Time complexity: O(N·26²), feasible given constraints.

Problem D: Linear Recurrence with Bitwise Operations

A sequence A is defined for n ≥ 1 as:
A[n+K] = (C₁ & A[n+K−1]) ⊕ (C₂ & A[n+K−2]) ⊕ ⋯ ⊕ (C_K & A[n])
Given initial K terms of A and coefficients C, compute A[M] for M up to 10⁹.

Matrix Exponentiation over Bitwise Semiring: The recurrence is linear under the operations ⊕ (XOR) and & (AND). We model it using matrix exponentiation where:

• Matrix multiplication uses XOR as addition and AND as multiplication.
• The identity matrix uses 0xFFFFFFFF (all ones) on the diagonal.

Transition Matrix Construction:

• Rows 1 to K−1: shift identity — place 0xFFFFFFFF at (i, i+1).
• Row K: coefficients C_K, C_{K−1}, ..., C₁ from left to right.

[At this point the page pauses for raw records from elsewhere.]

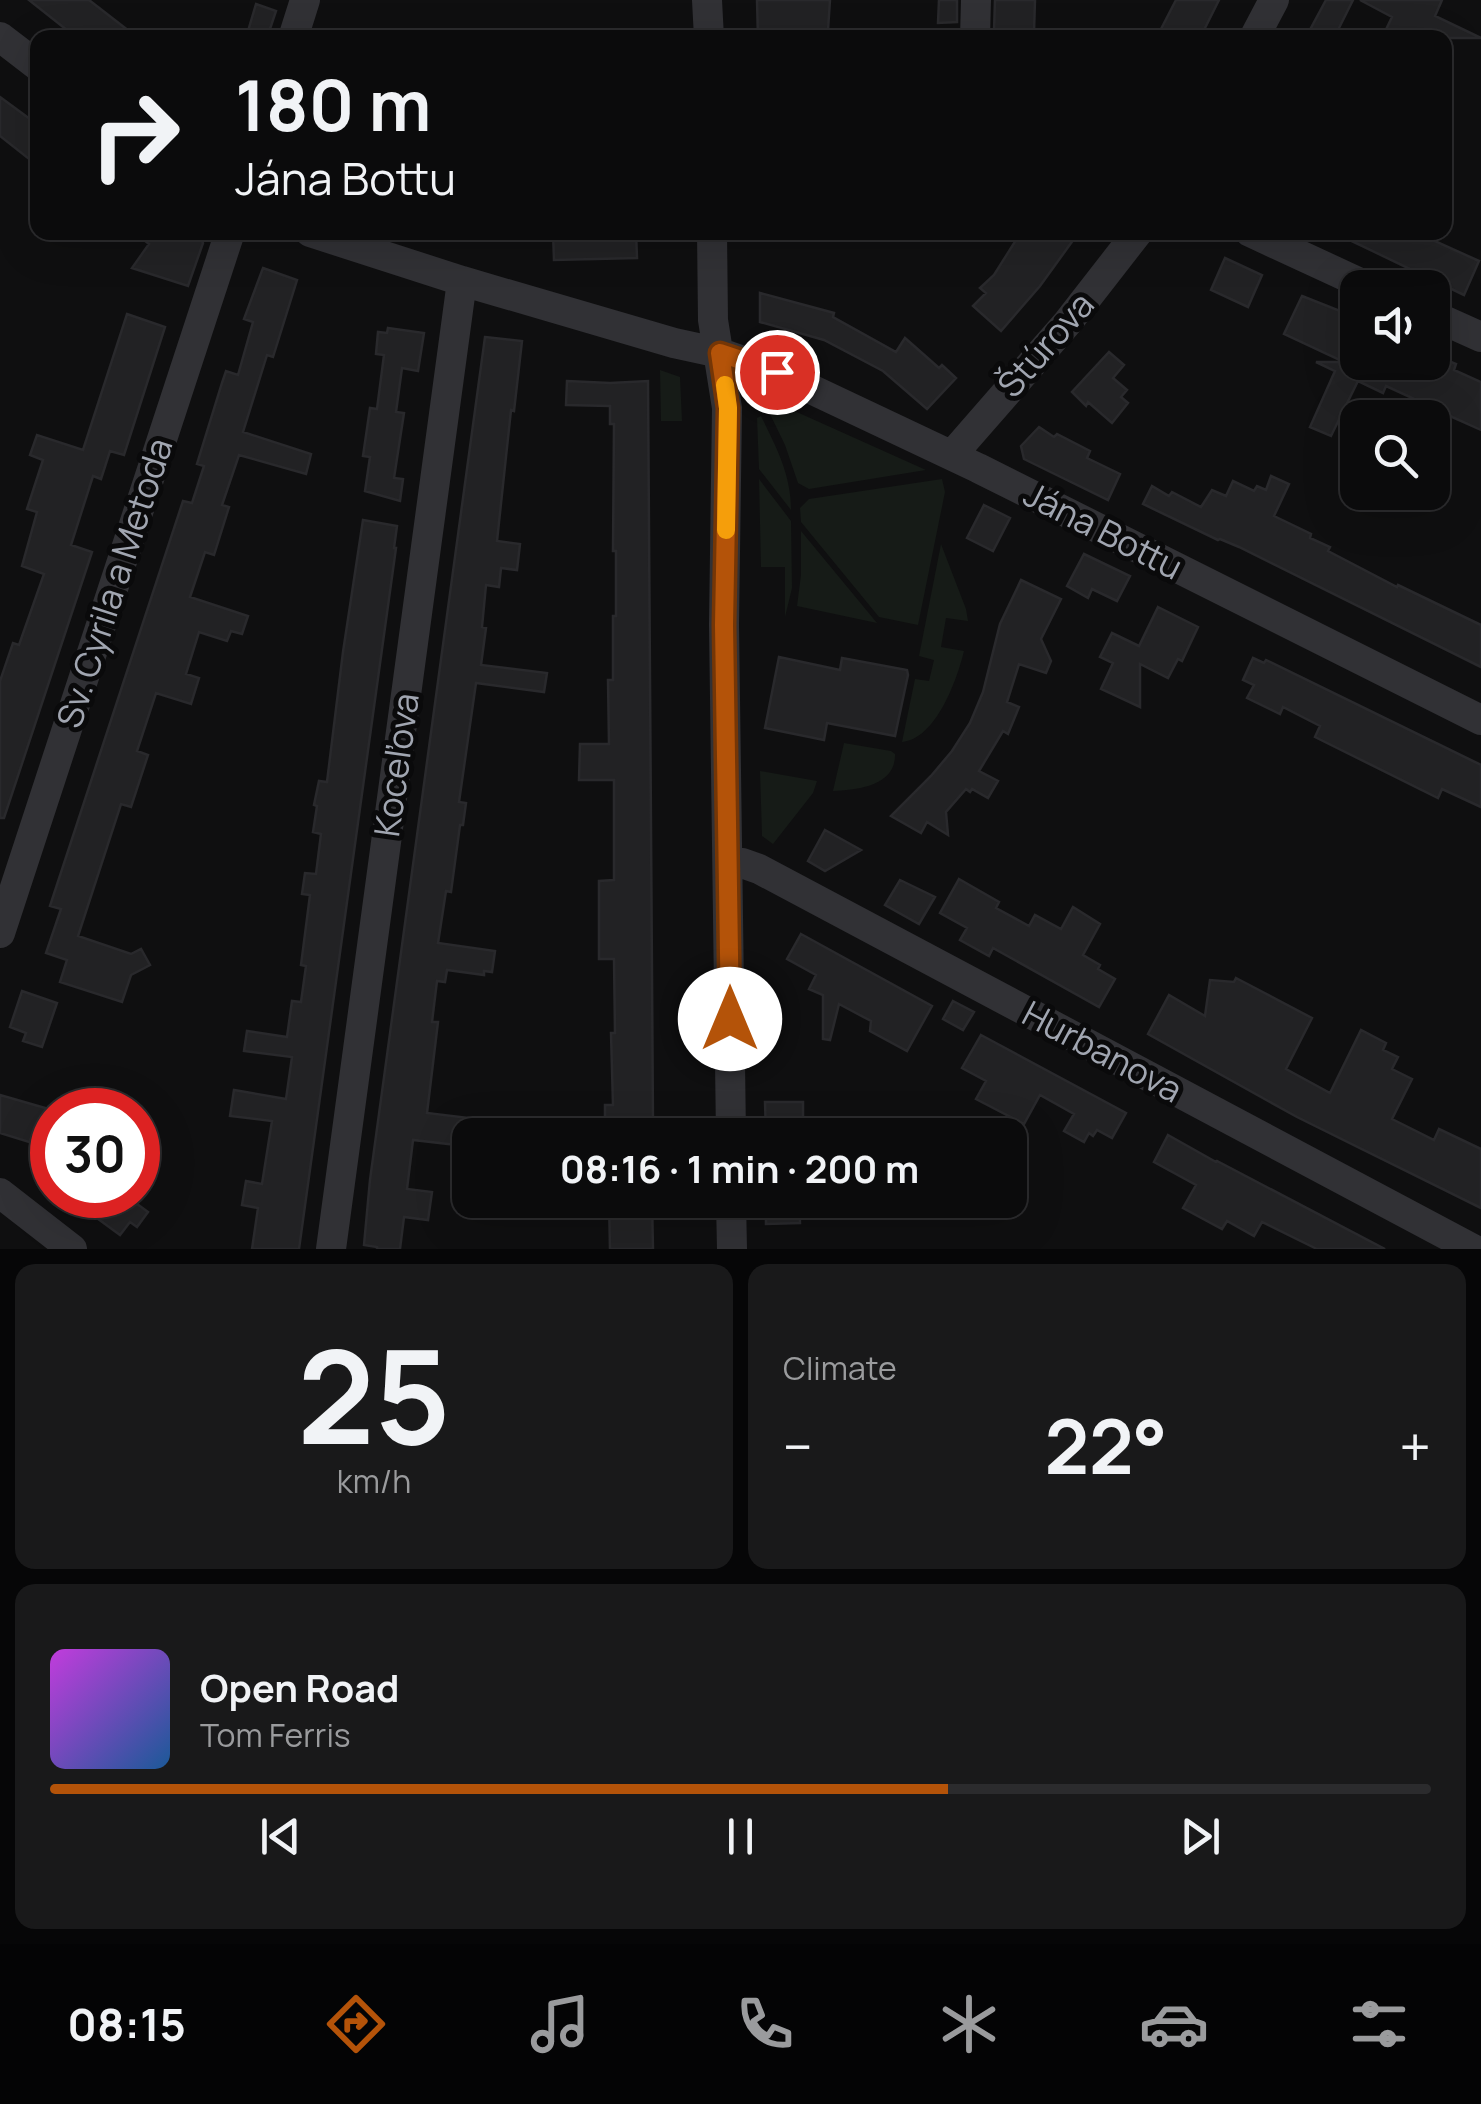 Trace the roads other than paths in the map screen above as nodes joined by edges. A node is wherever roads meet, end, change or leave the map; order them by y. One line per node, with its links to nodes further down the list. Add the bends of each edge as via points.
1 (306, 0): 5 (street)
2 (707, 0): 6 (street)
3 (976, 0): 7 (street)
4 (1274, 0): 8 (street)
5 (297, 30)
6 (709, 30)
7 (976, 30)
8 (1258, 30)
9 (0, 37): 10 (street)
10 (30, 60)
11 (227, 240): 24 (street, Sv. Cyrila a Metoda)
12 (334, 240): 17 (street, Jána Bottu)
13 (712, 240): 20 (street)
14 (1132, 240): 21 (street, Štúrova)
15 (1267, 240): 16 (street)
16 (1340, 274)
17 (462, 282): 20 (street, Jána Bottu); 29 (street, Koceľova)
18 (1450, 323): 19 (street)
19 (1481, 337)
20 (720, 353): 21 (street, Jána Bottu, via 777,372); 23 (street, via 728,408)
21 (952, 455): 22 (street, Jána Bottu)
22 (1481, 720)
23 (728, 862): 25 (street); 31 (street, Hurbanova, via 758,870)
24 (0, 933)
25 (730, 1118)
26 (0, 1193): 28 (street)
27 (731, 1218): 30 (street)
28 (72, 1249)
29 (331, 1249)
30 (732, 1249)
31 (1473, 1249) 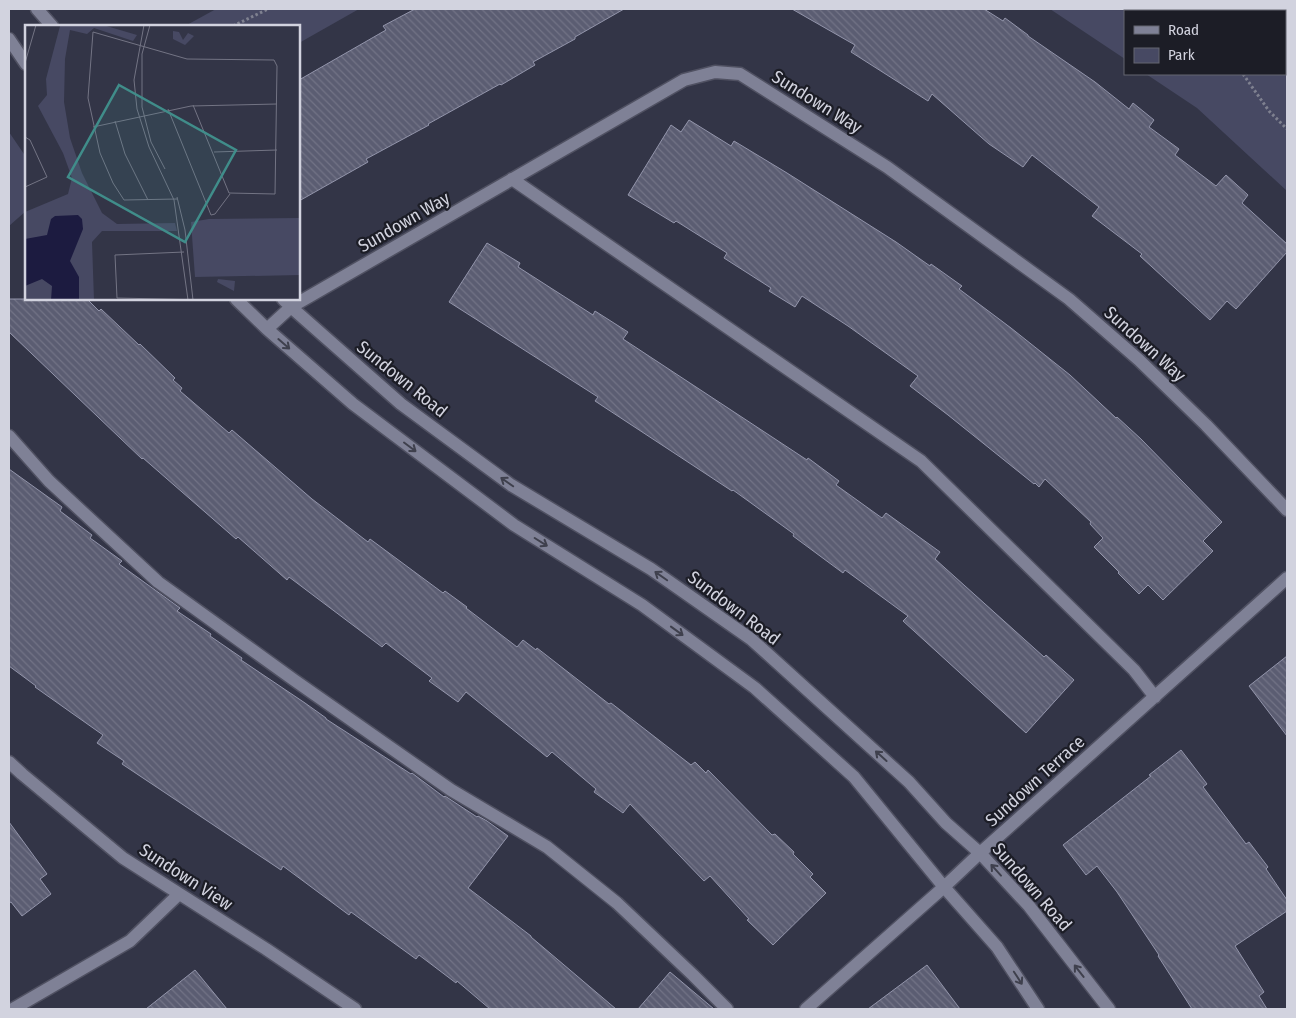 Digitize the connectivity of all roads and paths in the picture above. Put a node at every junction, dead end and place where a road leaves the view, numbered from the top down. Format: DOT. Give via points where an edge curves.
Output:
graph roads {
  1 [pos="37,9"];
  2 [pos="268,9"];
  3 [pos="51,25"];
  4 [pos="235,25"];
  5 [pos="9,39"];
  6 [pos="25,63"];
  7 [pos="1245,75"];
  8 [pos="1287,129"];
  9 [pos="512,179"];
  10 [pos="300,296"];
  11 [pos="237,300"];
  12 [pos="287,303"];
  13 [pos="267,329"];
  14 [pos="9,436"];
  15 [pos="1287,510"];
  16 [pos="1287,578"];
  17 [pos="1155,697"];
  18 [pos="9,762"];
  19 [pos="980,853"];
  20 [pos="944,887"];
  21 [pos="179,894"];
  22 [pos="13,1009"];
  23 [pos="355,1009"];
  24 [pos="728,1009"];
  25 [pos="806,1009"];
  26 [pos="1038,1009"];
  27 [pos="1109,1009"];
  1 -- 3 [label="street"];
  2 -- 4 [label="path"];
  5 -- 6 [label="street"];
  7 -- 8 [label="path" via="1269,111"];
  9 -- 10 [label="street, Sundown Way"];
  9 -- 15 [label="street, Sundown Way" via="684,80 715,72 740,74 887,167 1069,299 1139,360"];
  9 -- 17 [label="street" via="921,461 1134,670"];
  11 -- 13 [label="street"];
  12 -- 13 [label="street, Sundown Way"];
  19 -- 12 [label="street, Sundown Road, one-way" via="946,823 909,782 751,639 651,569 511,485 401,404"];
  13 -- 20 [label="street, one-way" via="353,404 514,525 642,605 755,688 854,777"];
  14 -- 24 [label="street" via="49,481 158,582 452,790 547,847 617,903"];
  16 -- 17 [label="street, Sundown Terrace"];
  17 -- 19 [label="street, Sundown Terrace"];
  18 -- 21 [label="street, Sundown View" via="123,858"];
  19 -- 20 [label="street, Sundown Terrace"];
  27 -- 19 [label="street, Sundown Road, one-way" via="1029,906"];
  20 -- 25 [label="street, Sundown Terrace"];
  20 -- 26 [label="street, one-way" via="997,947"];
  21 -- 22 [label="street" via="130,941"];
  21 -- 23 [label="street, Sundown View"];
} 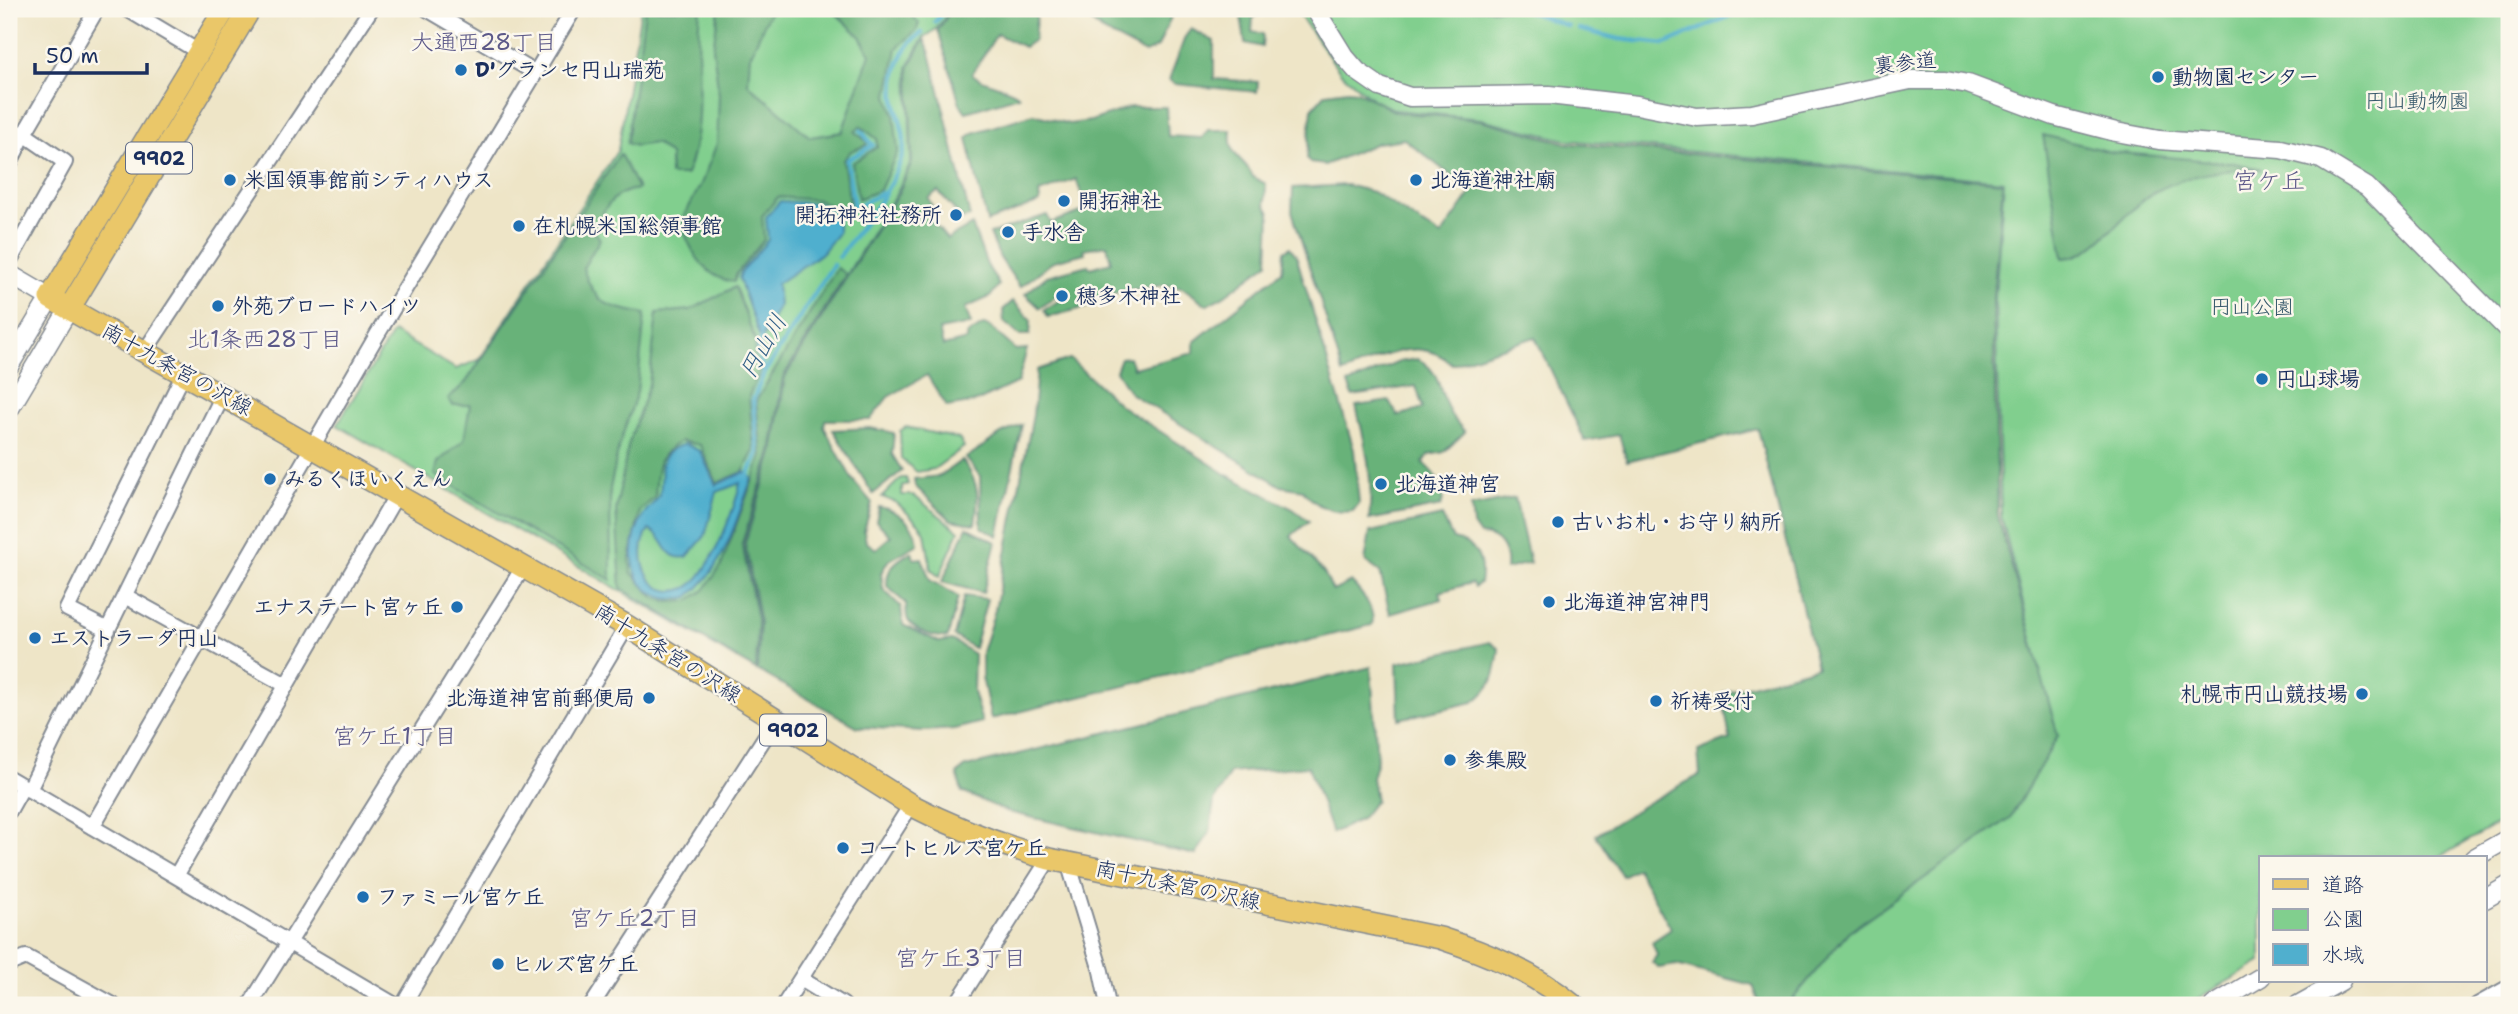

Then, [A_M, A_{M+1}, ..., A_{M+K−1}]ᵀ = T^{M−1} · [A₁, ..., A_K]ᵀ, and we extract the first element.

using u32 = uint32_t;

struct BitMatrix {
    int n;
    std::vector<std::vector<u32>> data;

    BitMatrix(int size) : n(size), data(size, std::vector<u32>(size, 0)) {}

    static BitMatrix identity(int size) {
        BitMatrix I(size);
        for (int i = 0; i < size; ++i)
            I.data[i][i] = ~u32(0);
        return I;
    }

    BitMatrix operator*(const BitMatrix& other) const {
        BitMatrix res(n);
        for (int i = 0; i < n; ++i)
            for (int k = 0; k < n; ++k) if (data[i][k])
                for (int j = 0; j < n; ++j)
                    res.data[i][j] ^= data[i][k] & other.data[k][j];
        return res;
    }
};

BitMatrix power(BitMatrix base, long long exp) {
    auto result = BitMatrix::identity(base.n);
    while (exp > 0) {
        if (exp & 1) result = result * base;
        base = base * base;
        exp >>= 1;
    }
    return result;
}

// Main logic:
int K;
long long M;
std::cin >> K >> M;
std::vector<u32> A(K), C(K);
for (int i = 0; i < K; ++i) std::cin >> A[i];
for (int i = 0; i < K; ++i) std::cin >> C[i];

if (M <= K) {
    std::cout << A[M - 1] << '\n';
    return;
}

BitMatrix trans(K);
for (int i = 0; i < K - 1; ++i)
    trans.data[i][i + 1] = ~u32(0);
for (int j = 0; j < K; ++j)
    trans.data[K - 1][j] = C[K - 1 - j];

auto final_mat = power(trans, M - K);
u32 ans = 0;
for (int i = 0; i < K; ++i)
    ans ^= final_mat.data[0][i] & A[i];
std::cout << ans << '\n';

This approach runs in O(K³ log M) time, efficient for K ≤ 100.